Thobe staying zen during pandemic

Coach Steve Thobe hits grounders during warm-ups

Steve Thobe is on the phone from the beach in Pacifica. He says that earlier, he was down in Santa Cruz trying to catch some waves.

“The ocean has always been my safe space,” Thobe says. “I’m kind of a surf and turf guy. It has always been my healing spot. I’ve been taking a run to the beach and then coming home and playing my guitar.”

For anybody who knows Thobe, that sounds about right. A former baseball standout at Sacramento State who made it to AAA, Thobe works with the pitchers and catchers as an assistant coach at Piedmont High School. But before moving to Piedmont, he lived in Hawaii. And he grew up in Huntington Beach, close by the ocean.

Thobe is the youngest of five in an extremely athletic family. His two brothers each had a cup of coffee in the majors. In fact, their teams faced off against each other in September, 1995, when Tom was called up by the Atlanta Braves and J.J. was called up by the Montreal Expos. Their parents flew out and J.J. Thobe got into the Friday night game, pitching an inning.

Thobe confers with senior pitcher Abe Barnes

Father Jack Thobe was inducted into the Xavier College Basketball Hall of Fame for a three-year career in which he averaged 16.8 points and 9.3 rebounds per game. His junior season (1960-61), the 6-foot-8 center helped lead the Musketeers to their first NCAA Division 1 tournament berth. He was drafted in the fourth round of the NBA draft by the Cincinnati Royals, but never played in the NBA. He is also considered one of the best high school players to come out of Cincinnati.

The family lived in Akron when Steve Thobe was born, but they moved to Huntington Beach when he was 2.

“Soccer was the first sport, then we got into basketball, baseball,” Thobe says. “I got into surfing at age 10.”

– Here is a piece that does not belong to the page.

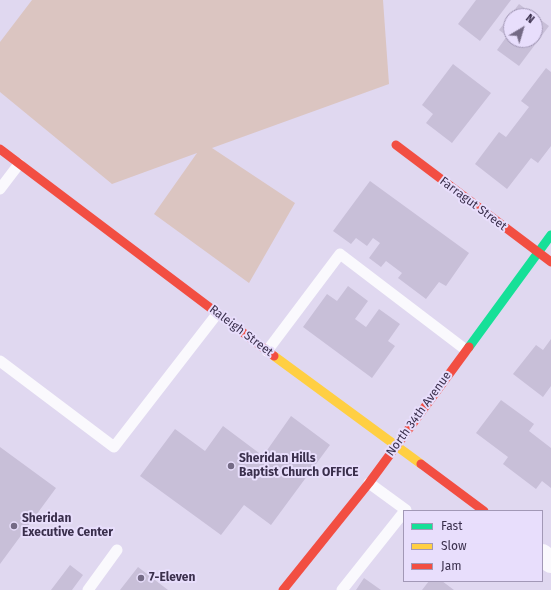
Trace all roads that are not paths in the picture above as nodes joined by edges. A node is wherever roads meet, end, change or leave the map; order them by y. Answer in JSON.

Thobe was a standout at Edison-Huntington Beach, then attended Rancho Santiago College in nearby Santa Ana. He earned his way up north, where he pitched and played outfield for the Hornets. In 1994, he hit .346 with 14 home runs, according to baseball-reference.com. He also led Sacramento State with five saves.

He was drafted in the 18th round of that year’s draft by the Pittsburgh Pirates. As with pretty much all players at that time, he was told he had to pick either pitching or position playing when he was signed by scout Michael Williams.

“There were no (Shohei) Ohtanis then,” Thobe says. “You had to declare. My brothers were always saying how boring spring training was as a pitcher. I decided to be a hitter.”

He spent five years in the Pirates’ system, making it to AAA Calgary in 1997 and (after Pittsburgh switched affiliates) Nashville in 1998. He hit .293 with seven home runs and 32 RBI in 53 games for AA Carolina in 1997, which earned him the shot at AAA. He played nine games in an independent league in 1999 before hanging up his spikes.

In 2003, he moved to Maui. While there and in between surfing, he began volunteering at Seabury Hall, a prep school in Maui County.

“Their baseball team wasn’t very good,” Thobe says. “We were lucky if we finished games. We were mercied almost every game. The next year we were finishing games, maybe winning a couple. Eventually we won league and ended up in the state tournament.

“I had a blast.”

In 2015, Thobe moved to Piedmont, where he joined head coach Eric Olson’s staff. He also has a private coaching business, and has coached son Max’s youth baseball teams. The COVID-19 pandemic has put all of that on hold. He says he is heartbroken for the seniors, who lost their final high school season.

Thobe (top row, far right) with his 2019 PBSF Bronco league champs, including son Max Jordan-Thobe (lying on the left)

So what has he been doing? Guess.

“I’ve been coming down and surfing as much as I can,” Thobe says.

He says he is keeping in mind a quote from Olson.

“I’m just trying to stay where my feet are,” Thobe says. “That’s what I’m trying to do because nobody knows anything. I’ve just been trying to simplify and just stay in the moment and enjoy it. I have to be outside and getting fresh air.”